I am trying to write to stdout the raw HTTP response received from a GET request. I thought httputil.DumpResponse
would do what I want but it seems to include mysterious byte counts on "bigger" responses.
For example:
HTTP/1.1 200 OK
Transfer-Encoding: chunked
Content-Type: text/plain; charset=utf-8
Date: Mon, 16 Oct 2017 15:07:53 GMT
1f43
THE ACTUAL BODY CONTENT WHICH IS 8003 BYTES
0
The 1f43
seems to be the length of the response body.

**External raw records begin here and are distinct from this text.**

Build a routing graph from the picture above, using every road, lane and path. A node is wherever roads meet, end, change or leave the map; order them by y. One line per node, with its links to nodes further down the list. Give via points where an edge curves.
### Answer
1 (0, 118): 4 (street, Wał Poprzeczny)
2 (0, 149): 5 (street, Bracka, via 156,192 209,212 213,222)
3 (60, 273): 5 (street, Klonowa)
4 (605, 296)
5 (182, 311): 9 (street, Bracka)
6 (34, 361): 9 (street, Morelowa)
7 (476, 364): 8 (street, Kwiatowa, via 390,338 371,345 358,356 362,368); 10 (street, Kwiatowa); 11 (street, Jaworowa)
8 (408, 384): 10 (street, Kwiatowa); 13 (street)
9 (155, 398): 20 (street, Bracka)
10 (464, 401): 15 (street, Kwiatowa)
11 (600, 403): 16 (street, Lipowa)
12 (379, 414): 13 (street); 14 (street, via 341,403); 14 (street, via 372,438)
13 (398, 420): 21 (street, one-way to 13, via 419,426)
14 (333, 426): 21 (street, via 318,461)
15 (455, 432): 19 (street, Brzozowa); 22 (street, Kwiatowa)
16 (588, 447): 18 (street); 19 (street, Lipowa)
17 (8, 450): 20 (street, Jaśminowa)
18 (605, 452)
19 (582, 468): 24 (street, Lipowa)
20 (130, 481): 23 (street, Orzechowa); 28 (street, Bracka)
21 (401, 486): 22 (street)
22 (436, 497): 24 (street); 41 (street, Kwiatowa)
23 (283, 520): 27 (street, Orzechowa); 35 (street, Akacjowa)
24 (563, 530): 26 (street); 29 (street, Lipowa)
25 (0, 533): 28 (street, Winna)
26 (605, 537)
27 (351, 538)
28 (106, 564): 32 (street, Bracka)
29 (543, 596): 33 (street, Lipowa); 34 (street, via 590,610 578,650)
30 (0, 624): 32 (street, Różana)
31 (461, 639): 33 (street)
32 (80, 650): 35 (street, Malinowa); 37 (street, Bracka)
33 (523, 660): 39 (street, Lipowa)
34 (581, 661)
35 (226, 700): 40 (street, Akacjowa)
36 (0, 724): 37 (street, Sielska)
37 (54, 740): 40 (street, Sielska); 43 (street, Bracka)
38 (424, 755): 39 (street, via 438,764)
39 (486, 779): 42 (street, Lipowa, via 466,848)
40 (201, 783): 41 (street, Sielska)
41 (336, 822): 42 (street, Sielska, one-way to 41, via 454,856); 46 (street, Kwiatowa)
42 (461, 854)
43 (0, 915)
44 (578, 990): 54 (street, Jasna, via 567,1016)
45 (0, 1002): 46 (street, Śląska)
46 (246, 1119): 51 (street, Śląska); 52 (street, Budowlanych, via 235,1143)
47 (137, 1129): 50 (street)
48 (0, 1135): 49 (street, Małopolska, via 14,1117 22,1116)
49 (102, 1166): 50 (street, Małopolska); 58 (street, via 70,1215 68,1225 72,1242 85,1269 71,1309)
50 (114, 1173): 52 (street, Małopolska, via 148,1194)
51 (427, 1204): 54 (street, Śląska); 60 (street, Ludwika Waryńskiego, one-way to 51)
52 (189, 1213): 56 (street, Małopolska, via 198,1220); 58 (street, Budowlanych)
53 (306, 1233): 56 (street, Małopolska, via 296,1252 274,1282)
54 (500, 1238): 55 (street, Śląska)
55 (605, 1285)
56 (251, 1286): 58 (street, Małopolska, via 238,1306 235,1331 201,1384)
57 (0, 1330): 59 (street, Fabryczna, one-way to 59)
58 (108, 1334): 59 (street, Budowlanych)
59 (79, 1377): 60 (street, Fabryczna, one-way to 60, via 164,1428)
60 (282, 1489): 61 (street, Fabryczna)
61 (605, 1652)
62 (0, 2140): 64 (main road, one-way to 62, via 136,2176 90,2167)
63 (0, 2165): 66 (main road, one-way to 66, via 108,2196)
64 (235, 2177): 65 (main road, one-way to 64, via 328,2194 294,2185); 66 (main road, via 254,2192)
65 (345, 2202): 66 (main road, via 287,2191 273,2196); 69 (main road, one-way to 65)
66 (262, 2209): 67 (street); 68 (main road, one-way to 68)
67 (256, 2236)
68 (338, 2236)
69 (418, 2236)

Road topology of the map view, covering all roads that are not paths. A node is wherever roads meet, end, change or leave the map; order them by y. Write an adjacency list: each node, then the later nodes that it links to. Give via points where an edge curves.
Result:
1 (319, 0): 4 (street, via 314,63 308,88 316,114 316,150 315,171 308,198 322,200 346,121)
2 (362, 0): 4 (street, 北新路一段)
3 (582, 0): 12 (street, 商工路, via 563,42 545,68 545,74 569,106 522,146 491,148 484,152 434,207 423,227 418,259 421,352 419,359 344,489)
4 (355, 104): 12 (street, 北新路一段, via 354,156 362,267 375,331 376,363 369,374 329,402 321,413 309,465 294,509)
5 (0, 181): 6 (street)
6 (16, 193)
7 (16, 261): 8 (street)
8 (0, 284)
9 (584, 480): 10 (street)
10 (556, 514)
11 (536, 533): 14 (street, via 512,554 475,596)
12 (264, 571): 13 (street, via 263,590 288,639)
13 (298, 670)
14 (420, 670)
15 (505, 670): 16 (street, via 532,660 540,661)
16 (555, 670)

Go's http.response
talks about trailers, so maybe the 0
is the size of the trailer.
My code is:
var resp *http.Response
var err error
if *isPost {
resp, err = http.Post(url, "application/x-www-form-urlencoded", strings.NewReader(*data))
} else {
resp, err = http.Get(url)
}
if err != nil {
log.Fatal(err)
}
defer resp.Body.Close()
dump, err := httputil.DumpResponse(resp, true)
if err != nil {
log.Fatal(err)
}
fmt.Printf("%s", dump)
I have read the code for DumpResponse
and TransferWriter
but I can't figure out where the 1f43
and 0
come from.
If I make the same request with curl, I don't get the 1f43
and 0
in the response.
Is this the best way to write the raw HTTP response? If so, how can I fix it to avoid these byte counts?